■ EXERCISE DESCRIPTION ■
Each record below must be returned exactly, with no line left out.

■ RECORD EXTRACTS ■

______

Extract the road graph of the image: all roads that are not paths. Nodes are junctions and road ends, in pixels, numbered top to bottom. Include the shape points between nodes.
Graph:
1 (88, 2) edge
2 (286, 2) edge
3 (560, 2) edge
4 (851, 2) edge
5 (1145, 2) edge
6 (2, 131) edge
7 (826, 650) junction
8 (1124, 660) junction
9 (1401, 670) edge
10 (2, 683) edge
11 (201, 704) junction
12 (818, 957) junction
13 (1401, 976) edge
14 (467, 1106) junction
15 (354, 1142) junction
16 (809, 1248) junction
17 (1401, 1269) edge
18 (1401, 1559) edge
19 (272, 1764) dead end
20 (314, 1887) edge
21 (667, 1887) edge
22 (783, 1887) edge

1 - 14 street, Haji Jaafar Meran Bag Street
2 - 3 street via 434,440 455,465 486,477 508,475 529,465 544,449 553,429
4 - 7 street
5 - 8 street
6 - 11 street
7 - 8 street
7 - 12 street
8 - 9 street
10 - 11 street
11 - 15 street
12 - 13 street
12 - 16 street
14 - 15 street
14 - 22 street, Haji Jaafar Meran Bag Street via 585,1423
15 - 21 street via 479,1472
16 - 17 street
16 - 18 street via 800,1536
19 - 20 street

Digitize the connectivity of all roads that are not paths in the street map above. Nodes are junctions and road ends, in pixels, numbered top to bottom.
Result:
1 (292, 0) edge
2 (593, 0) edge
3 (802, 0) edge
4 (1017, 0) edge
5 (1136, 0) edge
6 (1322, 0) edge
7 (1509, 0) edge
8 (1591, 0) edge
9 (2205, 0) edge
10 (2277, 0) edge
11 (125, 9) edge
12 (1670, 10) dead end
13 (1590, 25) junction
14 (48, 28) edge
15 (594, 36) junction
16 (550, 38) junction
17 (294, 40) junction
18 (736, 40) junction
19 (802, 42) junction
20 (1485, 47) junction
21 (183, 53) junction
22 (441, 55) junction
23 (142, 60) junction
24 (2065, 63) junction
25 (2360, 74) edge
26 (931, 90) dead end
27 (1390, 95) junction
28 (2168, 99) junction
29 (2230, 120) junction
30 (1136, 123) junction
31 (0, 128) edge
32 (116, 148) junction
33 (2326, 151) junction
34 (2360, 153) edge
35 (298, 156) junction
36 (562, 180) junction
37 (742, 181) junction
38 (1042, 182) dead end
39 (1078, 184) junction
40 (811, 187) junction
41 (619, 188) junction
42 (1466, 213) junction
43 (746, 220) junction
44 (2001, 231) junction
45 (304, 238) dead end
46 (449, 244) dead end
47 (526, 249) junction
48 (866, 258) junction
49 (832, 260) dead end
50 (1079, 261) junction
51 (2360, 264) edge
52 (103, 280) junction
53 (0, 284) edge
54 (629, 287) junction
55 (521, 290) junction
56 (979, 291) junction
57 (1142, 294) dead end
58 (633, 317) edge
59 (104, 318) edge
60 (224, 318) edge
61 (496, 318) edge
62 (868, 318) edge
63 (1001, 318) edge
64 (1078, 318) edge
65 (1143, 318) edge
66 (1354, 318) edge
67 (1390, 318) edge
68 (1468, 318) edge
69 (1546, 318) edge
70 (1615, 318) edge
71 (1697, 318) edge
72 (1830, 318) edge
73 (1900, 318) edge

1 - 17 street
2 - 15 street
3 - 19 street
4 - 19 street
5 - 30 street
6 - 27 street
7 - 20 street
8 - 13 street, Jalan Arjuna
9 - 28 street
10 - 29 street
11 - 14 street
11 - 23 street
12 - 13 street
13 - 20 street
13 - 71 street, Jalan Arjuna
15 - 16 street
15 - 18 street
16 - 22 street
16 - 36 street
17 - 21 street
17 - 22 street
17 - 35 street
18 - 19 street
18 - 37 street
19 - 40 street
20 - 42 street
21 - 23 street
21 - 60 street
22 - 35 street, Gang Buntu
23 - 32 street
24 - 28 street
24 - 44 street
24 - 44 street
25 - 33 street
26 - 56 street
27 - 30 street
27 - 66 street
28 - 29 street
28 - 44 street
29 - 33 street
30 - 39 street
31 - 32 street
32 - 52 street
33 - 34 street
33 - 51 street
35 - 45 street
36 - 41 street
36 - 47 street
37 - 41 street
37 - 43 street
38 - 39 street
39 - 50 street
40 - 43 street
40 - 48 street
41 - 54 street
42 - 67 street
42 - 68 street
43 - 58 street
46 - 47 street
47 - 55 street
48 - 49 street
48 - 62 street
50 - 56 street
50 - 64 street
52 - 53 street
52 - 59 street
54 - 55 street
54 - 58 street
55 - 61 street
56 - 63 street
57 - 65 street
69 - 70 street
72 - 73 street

______

■ ANSWER TO THIS TASK ■
Extract the road graph of the image: all roads that are not paths. Nodes are junctions and road ends, in pixels, numbered top to bottom. Include the shape points between nodes.
Graph:
1 (88, 2) edge
2 (286, 2) edge
3 (560, 2) edge
4 (851, 2) edge
5 (1145, 2) edge
6 (2, 131) edge
7 (826, 650) junction
8 (1124, 660) junction
9 (1401, 670) edge
10 (2, 683) edge
11 (201, 704) junction
12 (818, 957) junction
13 (1401, 976) edge
14 (467, 1106) junction
15 (354, 1142) junction
16 (809, 1248) junction
17 (1401, 1269) edge
18 (1401, 1559) edge
19 (272, 1764) dead end
20 (314, 1887) edge
21 (667, 1887) edge
22 (783, 1887) edge

1 - 14 street, Haji Jaafar Meran Bag Street
2 - 3 street via 434,440 455,465 486,477 508,475 529,465 544,449 553,429
4 - 7 street
5 - 8 street
6 - 11 street
7 - 8 street
7 - 12 street
8 - 9 street
10 - 11 street
11 - 15 street
12 - 13 street
12 - 16 street
14 - 15 street
14 - 22 street, Haji Jaafar Meran Bag Street via 585,1423
15 - 21 street via 479,1472
16 - 17 street
16 - 18 street via 800,1536
19 - 20 street

Digitize the connectivity of all roads that are not paths in the street map above. Nodes are junctions and road ends, in pixels, numbered top to bottom.
Result:
1 (292, 0) edge
2 (593, 0) edge
3 (802, 0) edge
4 (1017, 0) edge
5 (1136, 0) edge
6 (1322, 0) edge
7 (1509, 0) edge
8 (1591, 0) edge
9 (2205, 0) edge
10 (2277, 0) edge
11 (125, 9) edge
12 (1670, 10) dead end
13 (1590, 25) junction
14 (48, 28) edge
15 (594, 36) junction
16 (550, 38) junction
17 (294, 40) junction
18 (736, 40) junction
19 (802, 42) junction
20 (1485, 47) junction
21 (183, 53) junction
22 (441, 55) junction
23 (142, 60) junction
24 (2065, 63) junction
25 (2360, 74) edge
26 (931, 90) dead end
27 (1390, 95) junction
28 (2168, 99) junction
29 (2230, 120) junction
30 (1136, 123) junction
31 (0, 128) edge
32 (116, 148) junction
33 (2326, 151) junction
34 (2360, 153) edge
35 (298, 156) junction
36 (562, 180) junction
37 (742, 181) junction
38 (1042, 182) dead end
39 (1078, 184) junction
40 (811, 187) junction
41 (619, 188) junction
42 (1466, 213) junction
43 (746, 220) junction
44 (2001, 231) junction
45 (304, 238) dead end
46 (449, 244) dead end
47 (526, 249) junction
48 (866, 258) junction
49 (832, 260) dead end
50 (1079, 261) junction
51 (2360, 264) edge
52 (103, 280) junction
53 (0, 284) edge
54 (629, 287) junction
55 (521, 290) junction
56 (979, 291) junction
57 (1142, 294) dead end
58 (633, 317) edge
59 (104, 318) edge
60 (224, 318) edge
61 (496, 318) edge
62 (868, 318) edge
63 (1001, 318) edge
64 (1078, 318) edge
65 (1143, 318) edge
66 (1354, 318) edge
67 (1390, 318) edge
68 (1468, 318) edge
69 (1546, 318) edge
70 (1615, 318) edge
71 (1697, 318) edge
72 (1830, 318) edge
73 (1900, 318) edge

1 - 17 street
2 - 15 street
3 - 19 street
4 - 19 street
5 - 30 street
6 - 27 street
7 - 20 street
8 - 13 street, Jalan Arjuna
9 - 28 street
10 - 29 street
11 - 14 street
11 - 23 street
12 - 13 street
13 - 20 street
13 - 71 street, Jalan Arjuna
15 - 16 street
15 - 18 street
16 - 22 street
16 - 36 street
17 - 21 street
17 - 22 street
17 - 35 street
18 - 19 street
18 - 37 street
19 - 40 street
20 - 42 street
21 - 23 street
21 - 60 street
22 - 35 street, Gang Buntu
23 - 32 street
24 - 28 street
24 - 44 street
24 - 44 street
25 - 33 street
26 - 56 street
27 - 30 street
27 - 66 street
28 - 29 street
28 - 44 street
29 - 33 street
30 - 39 street
31 - 32 street
32 - 52 street
33 - 34 street
33 - 51 street
35 - 45 street
36 - 41 street
36 - 47 street
37 - 41 street
37 - 43 street
38 - 39 street
39 - 50 street
40 - 43 street
40 - 48 street
41 - 54 street
42 - 67 street
42 - 68 street
43 - 58 street
46 - 47 street
47 - 55 street
48 - 49 street
48 - 62 street
50 - 56 street
50 - 64 street
52 - 53 street
52 - 59 street
54 - 55 street
54 - 58 street
55 - 61 street
56 - 63 street
57 - 65 street
69 - 70 street
72 - 73 street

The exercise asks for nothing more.